[Opening DATA SECTION section]

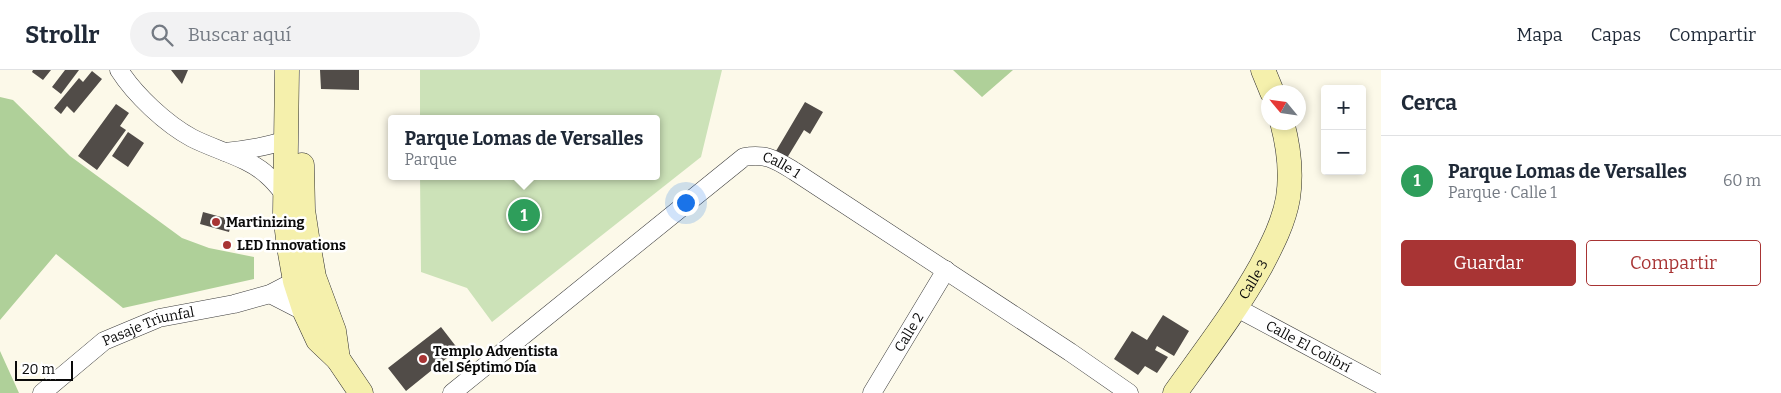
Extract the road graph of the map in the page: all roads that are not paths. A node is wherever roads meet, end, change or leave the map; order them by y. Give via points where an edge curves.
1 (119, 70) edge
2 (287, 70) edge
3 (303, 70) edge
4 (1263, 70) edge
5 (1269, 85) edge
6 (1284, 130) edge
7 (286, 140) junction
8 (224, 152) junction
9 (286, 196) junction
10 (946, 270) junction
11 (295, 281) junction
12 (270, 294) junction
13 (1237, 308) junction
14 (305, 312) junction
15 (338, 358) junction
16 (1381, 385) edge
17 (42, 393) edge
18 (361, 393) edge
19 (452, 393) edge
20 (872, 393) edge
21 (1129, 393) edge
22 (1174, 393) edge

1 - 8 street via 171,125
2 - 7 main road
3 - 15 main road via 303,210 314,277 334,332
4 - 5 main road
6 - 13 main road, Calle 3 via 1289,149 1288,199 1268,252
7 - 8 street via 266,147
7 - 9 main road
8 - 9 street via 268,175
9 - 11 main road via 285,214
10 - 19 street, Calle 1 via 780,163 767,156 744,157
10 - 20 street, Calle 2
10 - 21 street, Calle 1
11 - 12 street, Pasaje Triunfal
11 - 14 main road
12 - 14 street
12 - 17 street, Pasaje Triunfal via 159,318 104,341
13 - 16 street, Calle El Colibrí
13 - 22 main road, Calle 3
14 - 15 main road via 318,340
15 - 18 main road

[Closing DATA SECTION section]

### ACTION ITEM
For this exercise, return the material word for word and drop each image.

### YOUR SOLUTION
Extract the road graph of the map in the page: all roads that are not paths. A node is wherever roads meet, end, change or leave the map; order them by y. Give via points where an edge curves.
1 (119, 70) edge
2 (287, 70) edge
3 (303, 70) edge
4 (1263, 70) edge
5 (1269, 85) edge
6 (1284, 130) edge
7 (286, 140) junction
8 (224, 152) junction
9 (286, 196) junction
10 (946, 270) junction
11 (295, 281) junction
12 (270, 294) junction
13 (1237, 308) junction
14 (305, 312) junction
15 (338, 358) junction
16 (1381, 385) edge
17 (42, 393) edge
18 (361, 393) edge
19 (452, 393) edge
20 (872, 393) edge
21 (1129, 393) edge
22 (1174, 393) edge

1 - 8 street via 171,125
2 - 7 main road
3 - 15 main road via 303,210 314,277 334,332
4 - 5 main road
6 - 13 main road, Calle 3 via 1289,149 1288,199 1268,252
7 - 8 street via 266,147
7 - 9 main road
8 - 9 street via 268,175
9 - 11 main road via 285,214
10 - 19 street, Calle 1 via 780,163 767,156 744,157
10 - 20 street, Calle 2
10 - 21 street, Calle 1
11 - 12 street, Pasaje Triunfal
11 - 14 main road
12 - 14 street
12 - 17 street, Pasaje Triunfal via 159,318 104,341
13 - 16 street, Calle El Colibrí
13 - 22 main road, Calle 3
14 - 15 main road via 318,340
15 - 18 main road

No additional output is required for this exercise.